**ACTIVITY**
Retype the entries exactly; omit all pictures.

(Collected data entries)
==========

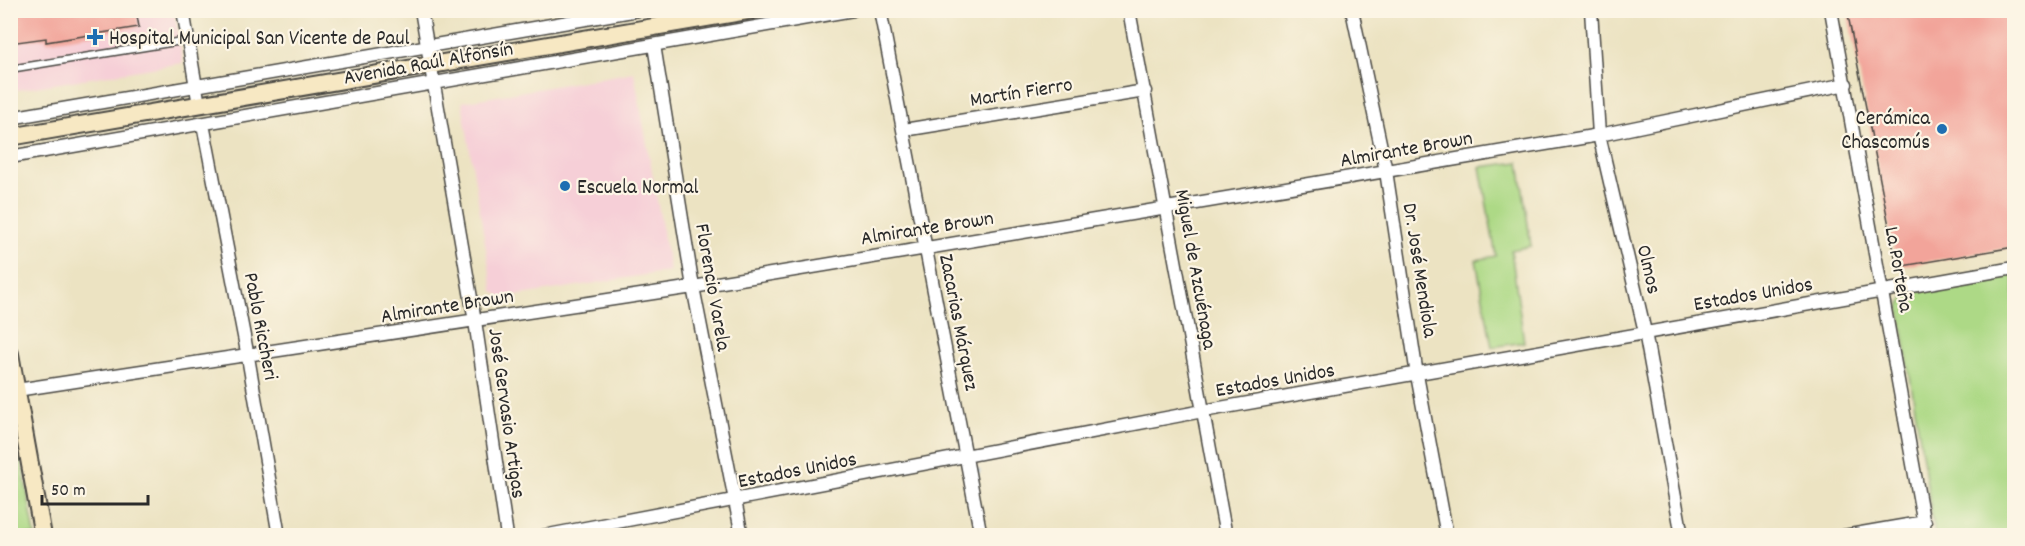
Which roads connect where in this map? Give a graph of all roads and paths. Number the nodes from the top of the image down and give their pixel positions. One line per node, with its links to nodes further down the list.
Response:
1 (183, 10): 11 (street)
2 (421, 10): 13 (street, José Gervasio Artigas)
3 (638, 10): 13 (street, Avenida Raúl Alfonsín)
4 (753, 10): 14 (main road, Avenida Raúl Alfonsín)
5 (853, 10): 12 (street, Avenida Raúl Alfonsín)
6 (880, 10): 23 (street, Zacarias Márquez)
7 (1129, 10): 19 (street, Miguel de Azcuénaga)
8 (1352, 10): 27 (street, Dr. José Mendiola)
9 (1591, 10): 24 (street, Olmos)
10 (1831, 10): 17 (street, La Porteña)
11 (188, 39): 15 (lane); 18 (street)
12 (654, 45): 16 (street, Avenida Raúl Alfonsín); 31 (street, Florencio Varela)
13 (427, 47): 14 (street, José Gervasio Artigas); 18 (street, Avenida Raúl Alfonsín)
14 (430, 66): 16 (street, José Gervasio Artigas); 20 (main road, Avenida Raúl Alfonsín)
15 (10, 69)
16 (434, 83): 22 (street, Avenida Raúl Alfonsín); 33 (street, José Gervasio Artigas)
17 (1846, 84): 24 (street, Almirante Brown); 32 (street, La Porteña)
18 (196, 87): 20 (street); 21 (street, Avenida Raúl Alfonsín)
19 (1144, 91): 23 (street, Martín Fierro); 28 (street, Miguel de Azcuénaga)
20 (199, 105): 25 (main road, Avenida Raúl Alfonsín)
21 (10, 118)
22 (203, 124): 26 (street, Avenida Raúl Alfonsín); 36 (street, Pablo Riccheri)
23 (904, 129): 29 (street, Zacarias Márquez)
24 (1599, 135): 27 (street, Almirante Brown); 34 (street, Olmos)
25 (10, 137)
26 (10, 157)
27 (1386, 171): 28 (street, Almirante Brown); 37 (street, Dr. José Mendiola)
28 (1167, 208): 29 (street, Almirante Brown); 39 (street, Miguel de Azcuénaga)
29 (925, 246): 31 (street, Almirante Brown); 40 (street, Zacarias Márquez)
30 (2014, 268): 32 (street, Estados Unidos)
31 (693, 287): 33 (street, Almirante Brown); 41 (street, Florencio Varela)
32 (1884, 290): 34 (street, Estados Unidos); 42 (street, La Porteña)
33 (475, 321): 36 (street, Almirante Brown); 45 (street, José Gervasio Artigas)
34 (1645, 332): 37 (street, Estados Unidos); 51 (street, Olmos)
35 (10, 354): 38 (main road)
36 (248, 357): 38 (street, Almirante Brown); 44 (street, Pablo Riccheri)
37 (1418, 375): 39 (street, Estados Unidos); 50 (street, Dr. José Mendiola)
38 (14, 391): 43 (main road)
39 (1203, 411): 40 (street, Estados Unidos); 49 (street, Miguel de Azcuénaga)
40 (966, 457): 41 (street, Estados Unidos); 48 (street, Zacarias Márquez)
41 (735, 501): 46 (street, Estados Unidos); 47 (street, Florencio Varela)
42 (1925, 522): 52 (street); 53 (street, La Porteña)
43 (43, 536)
44 (279, 536)
45 (507, 536)
46 (543, 536)
47 (742, 536)
48 (981, 536)
49 (1226, 536)
50 (1447, 536)
51 (1682, 536)
52 (1844, 536)
53 (1926, 536)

==========

**ANSWER SPACE**
Which roads connect where in this map? Give a graph of all roads and paths. Number the nodes from the top of the image down and give their pixel positions. One line per node, with its links to nodes further down the list.
Response:
1 (183, 10): 11 (street)
2 (421, 10): 13 (street, José Gervasio Artigas)
3 (638, 10): 13 (street, Avenida Raúl Alfonsín)
4 (753, 10): 14 (main road, Avenida Raúl Alfonsín)
5 (853, 10): 12 (street, Avenida Raúl Alfonsín)
6 (880, 10): 23 (street, Zacarias Márquez)
7 (1129, 10): 19 (street, Miguel de Azcuénaga)
8 (1352, 10): 27 (street, Dr. José Mendiola)
9 (1591, 10): 24 (street, Olmos)
10 (1831, 10): 17 (street, La Porteña)
11 (188, 39): 15 (lane); 18 (street)
12 (654, 45): 16 (street, Avenida Raúl Alfonsín); 31 (street, Florencio Varela)
13 (427, 47): 14 (street, José Gervasio Artigas); 18 (street, Avenida Raúl Alfonsín)
14 (430, 66): 16 (street, José Gervasio Artigas); 20 (main road, Avenida Raúl Alfonsín)
15 (10, 69)
16 (434, 83): 22 (street, Avenida Raúl Alfonsín); 33 (street, José Gervasio Artigas)
17 (1846, 84): 24 (street, Almirante Brown); 32 (street, La Porteña)
18 (196, 87): 20 (street); 21 (street, Avenida Raúl Alfonsín)
19 (1144, 91): 23 (street, Martín Fierro); 28 (street, Miguel de Azcuénaga)
20 (199, 105): 25 (main road, Avenida Raúl Alfonsín)
21 (10, 118)
22 (203, 124): 26 (street, Avenida Raúl Alfonsín); 36 (street, Pablo Riccheri)
23 (904, 129): 29 (street, Zacarias Márquez)
24 (1599, 135): 27 (street, Almirante Brown); 34 (street, Olmos)
25 (10, 137)
26 (10, 157)
27 (1386, 171): 28 (street, Almirante Brown); 37 (street, Dr. José Mendiola)
28 (1167, 208): 29 (street, Almirante Brown); 39 (street, Miguel de Azcuénaga)
29 (925, 246): 31 (street, Almirante Brown); 40 (street, Zacarias Márquez)
30 (2014, 268): 32 (street, Estados Unidos)
31 (693, 287): 33 (street, Almirante Brown); 41 (street, Florencio Varela)
32 (1884, 290): 34 (street, Estados Unidos); 42 (street, La Porteña)
33 (475, 321): 36 (street, Almirante Brown); 45 (street, José Gervasio Artigas)
34 (1645, 332): 37 (street, Estados Unidos); 51 (street, Olmos)
35 (10, 354): 38 (main road)
36 (248, 357): 38 (street, Almirante Brown); 44 (street, Pablo Riccheri)
37 (1418, 375): 39 (street, Estados Unidos); 50 (street, Dr. José Mendiola)
38 (14, 391): 43 (main road)
39 (1203, 411): 40 (street, Estados Unidos); 49 (street, Miguel de Azcuénaga)
40 (966, 457): 41 (street, Estados Unidos); 48 (street, Zacarias Márquez)
41 (735, 501): 46 (street, Estados Unidos); 47 (street, Florencio Varela)
42 (1925, 522): 52 (street); 53 (street, La Porteña)
43 (43, 536)
44 (279, 536)
45 (507, 536)
46 (543, 536)
47 (742, 536)
48 (981, 536)
49 (1226, 536)
50 (1447, 536)
51 (1682, 536)
52 (1844, 536)
53 (1926, 536)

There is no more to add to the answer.